On the following Monday, my second day here, the grand parade is held. It starts at 8am and by the time all of the groups and bands have passed, I have now discovered, it is 3.30am on Tuesday! The event involves 40,000 dancers, 5,000 musicians and 25,000 ancillaries, putting it on a par with Rio and the carnaval de Oruro in Bolivia, and making it one of the three largest fiestas in South America.


My hotel is 50 metres from the parade route so for two days I hear the boom boom of the base drums. The streets are so narrow that there is little room to pass and spectators who have grabbed one of the thousands of chairs along the route shout for you to move. Temporary portaloos are set up at side streets along the route issuing a distinct aroma as you pass.

The Andean Explorer

The tail end of my journey was always focussed towards attending the Festival of the Virgin of Candelaria in Puno.

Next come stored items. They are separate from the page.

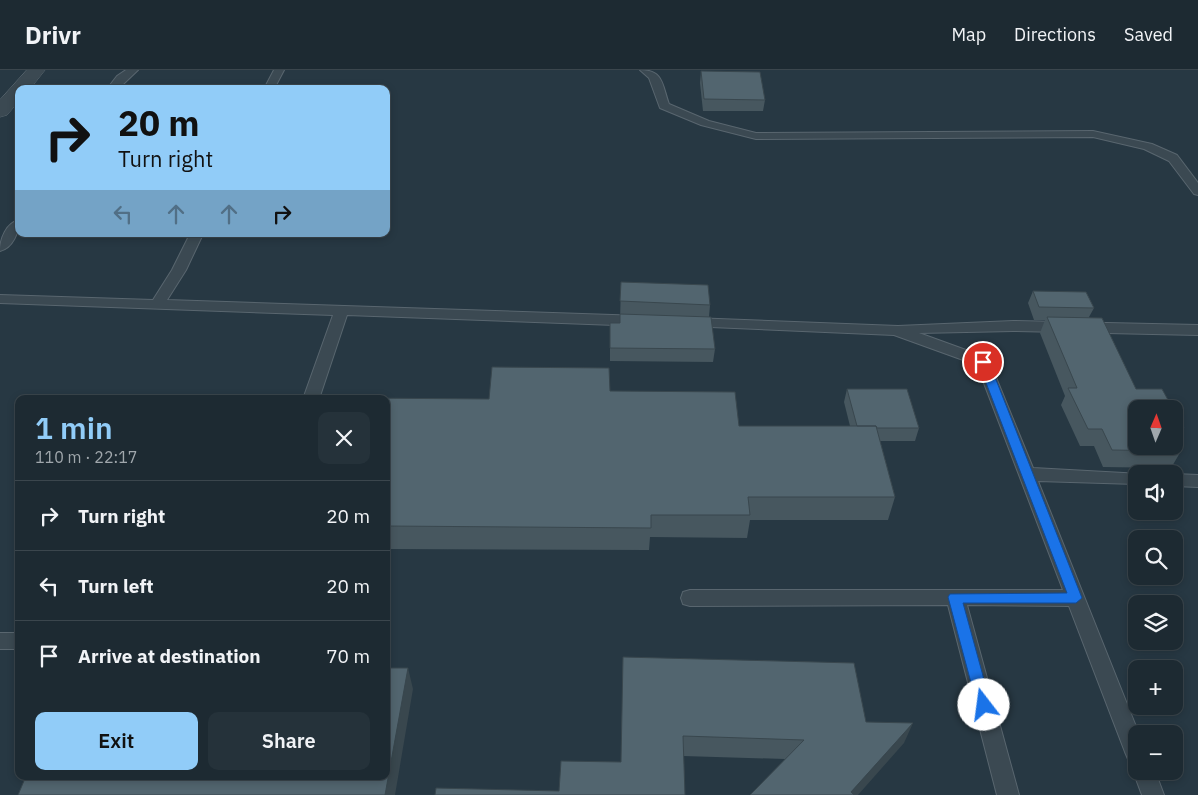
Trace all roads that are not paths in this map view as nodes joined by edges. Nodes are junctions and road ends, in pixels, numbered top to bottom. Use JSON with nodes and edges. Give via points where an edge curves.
{"nodes":[{"id":1,"x":36,"y":70,"type":"edge"},
{"id":2,"x":133,"y":70,"type":"edge"},
{"id":3,"x":279,"y":70,"type":"edge"},
{"id":4,"x":644,"y":70,"type":"edge"},
{"id":5,"x":22,"y":85,"type":"edge"},
{"id":6,"x":116,"y":85,"type":"edge"},
{"id":7,"x":271,"y":85,"type":"edge"},
{"id":8,"x":1198,"y":191,"type":"edge"},
{"id":9,"x":15,"y":229,"type":"edge"},
{"id":10,"x":194,"y":237,"type":"edge"},
{"id":11,"x":0,"y":247,"type":"edge"},
{"id":12,"x":0,"y":299,"type":"edge"},
{"id":13,"x":157,"y":305,"type":"junction"},
{"id":14,"x":342,"y":311,"type":"junction"},
{"id":15,"x":658,"y":322,"type":"edge"},
{"id":16,"x":678,"y":322,"type":"edge"},
{"id":17,"x":896,"y":330,"type":"junction"},
{"id":18,"x":1198,"y":330,"type":"edge"},
{"id":19,"x":312,"y":395,"type":"edge"},
{"id":20,"x":1027,"y":474,"type":"junction"},
{"id":21,"x":1128,"y":478,"type":"edge"},
{"id":22,"x":1183,"y":480,"type":"edge"},
{"id":23,"x":1198,"y":480,"type":"edge"},
{"id":24,"x":955,"y":597,"type":"junction"},
{"id":25,"x":690,"y":598,"type":"dead end"},
{"id":26,"x":1076,"y":598,"type":"junction"},
{"id":27,"x":0,"y":641,"type":"edge"},
{"id":28,"x":15,"y":641,"type":"edge"},
{"id":29,"x":1128,"y":731,"type":"edge"},
{"id":30,"x":1147,"y":780,"type":"edge"},
{"id":31,"x":1008,"y":795,"type":"edge"},
{"id":32,"x":1153,"y":795,"type":"edge"}],
"edges":[{"from":1,"to":5,"type":"street"},
{"from":2,"to":6,"type":"lane"},
{"from":3,"to":7,"type":"lane"},
{"from":4,"to":8,"type":"lane","via":[[654,76],[664,106],[705,124],[756,136],[1093,134],[1148,146],[1173,158]]},
{"from":9,"to":11,"type":"lane"},
{"from":10,"to":13,"type":"lane"},
{"from":12,"to":13,"type":"lane"},
{"from":13,"to":14,"type":"lane"},
{"from":14,"to":15,"type":"lane"},
{"from":14,"to":19,"type":"lane"},
{"from":16,"to":17,"type":"lane"},
{"from":17,"to":18,"type":"lane","via":[[1013,326]]},
{"from":17,"to":20,"type":"lane","via":[[983,362]]},
{"from":20,"to":21,"type":"lane"},
{"from":20,"to":26,"type":"lane"},
{"from":22,"to":23,"type":"lane"},
{"from":24,"to":25,"type":"lane"},
{"from":24,"to":26,"type":"lane"},
{"from":24,"to":31,"type":"lane"},
{"from":26,"to":29,"type":"lane"},
{"from":27,"to":28,"type":"lane"},
{"from":30,"to":32,"type":"lane"}]}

It was difficukt to plan as there is little detail to be found on the internet regarding timing which can fluctuate by a few days each year. Once I had tied down some likely dates, I had to consider how to get there. This is when I discovered the Andean Explorer. However, as it only runs on Wednesdays and Saturdays timing became critical as others had told me not to spend too many days in Puno.

So the plan was to arrive in Puno on Saturday evening, visit the stadium on Sunday where the various carnival groups compete, and watch them parade throug the streets. The event lasts two weeks and is the biggest music and dance festival in Peru and one of the biggest in South America.

The Andean Explorer is run by PeruRail and owned by the Belmond group. It was early in the morning when I arrived to check in and then board the train to get a first glimpse of what the next ten hours had in stall.


imageWith only thirty two passengers it was inevitable we would pass some time together. It was an an interesting mix. An Australian couple who were due to be a foursome but whose respective spouses pulled out so they travelled anyway. The General Manager of the Belmond Monasterio Hotel…lots of arse licking going on. A family from Guildford with daughters of 10 and 13 who had taken the kids out of school and were travelling for nine months. Two awful Essex ladies in hiking gear who did nothing but complain about the cost and hog the rear viewing platform. Finally a charming gay couple, one a photographer from NY now living in BA with his partner an Argentine diplomat.